Task brief
Your job with the data below is to output exactly the lines from the one holding "middle pip: (340, 21)" down to the one holding "pinky mcp: (519, 54)", both included, and no others.
[Opening Excerpted records section]
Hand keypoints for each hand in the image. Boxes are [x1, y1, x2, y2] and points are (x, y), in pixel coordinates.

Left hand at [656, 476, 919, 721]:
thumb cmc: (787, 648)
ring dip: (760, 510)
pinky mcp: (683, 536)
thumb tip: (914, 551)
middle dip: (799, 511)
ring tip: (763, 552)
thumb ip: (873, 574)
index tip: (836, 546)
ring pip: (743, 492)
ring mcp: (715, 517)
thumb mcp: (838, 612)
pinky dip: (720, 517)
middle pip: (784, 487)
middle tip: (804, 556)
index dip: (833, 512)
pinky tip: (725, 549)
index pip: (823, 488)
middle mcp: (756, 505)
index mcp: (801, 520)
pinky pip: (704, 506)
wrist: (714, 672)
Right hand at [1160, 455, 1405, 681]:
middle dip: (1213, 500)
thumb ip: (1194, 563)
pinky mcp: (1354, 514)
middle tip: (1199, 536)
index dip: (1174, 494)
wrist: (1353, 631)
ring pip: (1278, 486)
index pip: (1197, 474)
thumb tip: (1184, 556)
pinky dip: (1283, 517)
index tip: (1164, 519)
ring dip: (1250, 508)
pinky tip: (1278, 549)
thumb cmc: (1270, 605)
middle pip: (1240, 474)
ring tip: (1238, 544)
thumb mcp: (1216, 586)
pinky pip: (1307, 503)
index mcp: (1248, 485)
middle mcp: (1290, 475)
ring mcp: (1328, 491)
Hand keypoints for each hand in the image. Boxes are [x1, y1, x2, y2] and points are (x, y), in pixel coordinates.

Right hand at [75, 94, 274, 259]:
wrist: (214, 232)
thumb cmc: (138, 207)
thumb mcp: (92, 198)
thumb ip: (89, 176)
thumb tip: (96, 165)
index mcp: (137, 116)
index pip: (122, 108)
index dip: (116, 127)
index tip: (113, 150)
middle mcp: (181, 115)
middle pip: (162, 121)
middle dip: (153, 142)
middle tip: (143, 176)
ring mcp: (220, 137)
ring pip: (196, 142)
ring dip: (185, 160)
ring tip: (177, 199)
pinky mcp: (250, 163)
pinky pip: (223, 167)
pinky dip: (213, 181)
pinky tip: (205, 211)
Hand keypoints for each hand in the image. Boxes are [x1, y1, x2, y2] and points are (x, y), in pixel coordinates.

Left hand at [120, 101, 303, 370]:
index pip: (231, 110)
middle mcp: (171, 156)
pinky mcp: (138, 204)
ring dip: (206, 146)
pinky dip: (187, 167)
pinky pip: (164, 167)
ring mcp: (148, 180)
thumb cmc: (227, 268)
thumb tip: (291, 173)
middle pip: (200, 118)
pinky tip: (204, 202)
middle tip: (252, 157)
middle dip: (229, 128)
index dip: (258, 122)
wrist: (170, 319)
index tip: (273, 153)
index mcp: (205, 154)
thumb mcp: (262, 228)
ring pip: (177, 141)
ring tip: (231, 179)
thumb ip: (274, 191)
[Closing Excerpted records section]
[Opening Excerpted records section]
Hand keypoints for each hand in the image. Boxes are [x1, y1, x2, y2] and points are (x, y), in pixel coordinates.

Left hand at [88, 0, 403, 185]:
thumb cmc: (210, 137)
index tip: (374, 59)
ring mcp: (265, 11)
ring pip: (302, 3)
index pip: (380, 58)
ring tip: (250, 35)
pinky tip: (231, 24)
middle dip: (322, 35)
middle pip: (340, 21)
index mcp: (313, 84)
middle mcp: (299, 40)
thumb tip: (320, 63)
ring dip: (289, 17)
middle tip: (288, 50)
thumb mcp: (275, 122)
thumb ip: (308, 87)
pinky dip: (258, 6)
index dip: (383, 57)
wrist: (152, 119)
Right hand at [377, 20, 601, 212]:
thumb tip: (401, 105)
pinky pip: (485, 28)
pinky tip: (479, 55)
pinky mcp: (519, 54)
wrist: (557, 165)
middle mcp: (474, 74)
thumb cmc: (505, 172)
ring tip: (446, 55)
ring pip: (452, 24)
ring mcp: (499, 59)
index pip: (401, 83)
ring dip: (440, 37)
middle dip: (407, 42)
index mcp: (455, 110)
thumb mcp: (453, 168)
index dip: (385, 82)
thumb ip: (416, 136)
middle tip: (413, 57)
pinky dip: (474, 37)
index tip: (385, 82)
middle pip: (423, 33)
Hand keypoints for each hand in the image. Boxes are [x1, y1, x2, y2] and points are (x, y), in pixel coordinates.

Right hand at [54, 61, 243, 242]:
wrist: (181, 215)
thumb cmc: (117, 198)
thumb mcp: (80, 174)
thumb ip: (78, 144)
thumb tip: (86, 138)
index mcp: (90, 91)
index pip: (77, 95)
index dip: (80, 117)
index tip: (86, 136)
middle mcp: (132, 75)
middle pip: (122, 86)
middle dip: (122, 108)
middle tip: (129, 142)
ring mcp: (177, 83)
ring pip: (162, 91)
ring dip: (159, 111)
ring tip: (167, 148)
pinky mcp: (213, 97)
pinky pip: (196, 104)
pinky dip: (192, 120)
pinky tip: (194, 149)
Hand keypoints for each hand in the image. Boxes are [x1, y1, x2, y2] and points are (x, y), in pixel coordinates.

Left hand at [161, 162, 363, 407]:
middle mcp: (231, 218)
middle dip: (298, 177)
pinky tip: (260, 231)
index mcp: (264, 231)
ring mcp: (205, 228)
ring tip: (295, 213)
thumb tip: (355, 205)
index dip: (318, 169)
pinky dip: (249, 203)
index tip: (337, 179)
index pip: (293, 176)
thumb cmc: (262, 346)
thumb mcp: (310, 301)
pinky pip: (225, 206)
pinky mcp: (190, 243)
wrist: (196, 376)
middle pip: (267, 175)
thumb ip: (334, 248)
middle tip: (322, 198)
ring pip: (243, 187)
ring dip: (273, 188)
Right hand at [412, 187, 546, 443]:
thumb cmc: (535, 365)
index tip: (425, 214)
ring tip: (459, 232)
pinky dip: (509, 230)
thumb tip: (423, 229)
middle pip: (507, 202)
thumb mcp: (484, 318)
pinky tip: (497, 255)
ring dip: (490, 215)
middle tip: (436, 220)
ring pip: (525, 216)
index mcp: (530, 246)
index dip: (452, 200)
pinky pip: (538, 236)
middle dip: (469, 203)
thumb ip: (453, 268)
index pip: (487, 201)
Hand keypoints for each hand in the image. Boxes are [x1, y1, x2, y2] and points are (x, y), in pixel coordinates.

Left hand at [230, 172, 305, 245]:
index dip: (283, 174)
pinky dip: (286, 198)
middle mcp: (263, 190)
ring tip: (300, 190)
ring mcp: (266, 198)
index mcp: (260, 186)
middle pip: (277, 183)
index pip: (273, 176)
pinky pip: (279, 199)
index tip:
[Closing Excerpted records section]
Exercise solution
middle pip: (340, 21)
index mcp: (313, 84)
middle mcp: (299, 40)
thumb tip: (320, 63)
ring dip: (289, 17)
middle tip: (288, 50)
thumb mcp: (275, 122)
thumb ip: (308, 87)
pinky dip: (258, 6)
index dip: (383, 57)
wrist: (152, 119)
Right hand at [377, 20, 601, 212]:
thumb tip: (401, 105)
pinky pip: (485, 28)
pinky tip: (479, 55)
pinky mcp: (519, 54)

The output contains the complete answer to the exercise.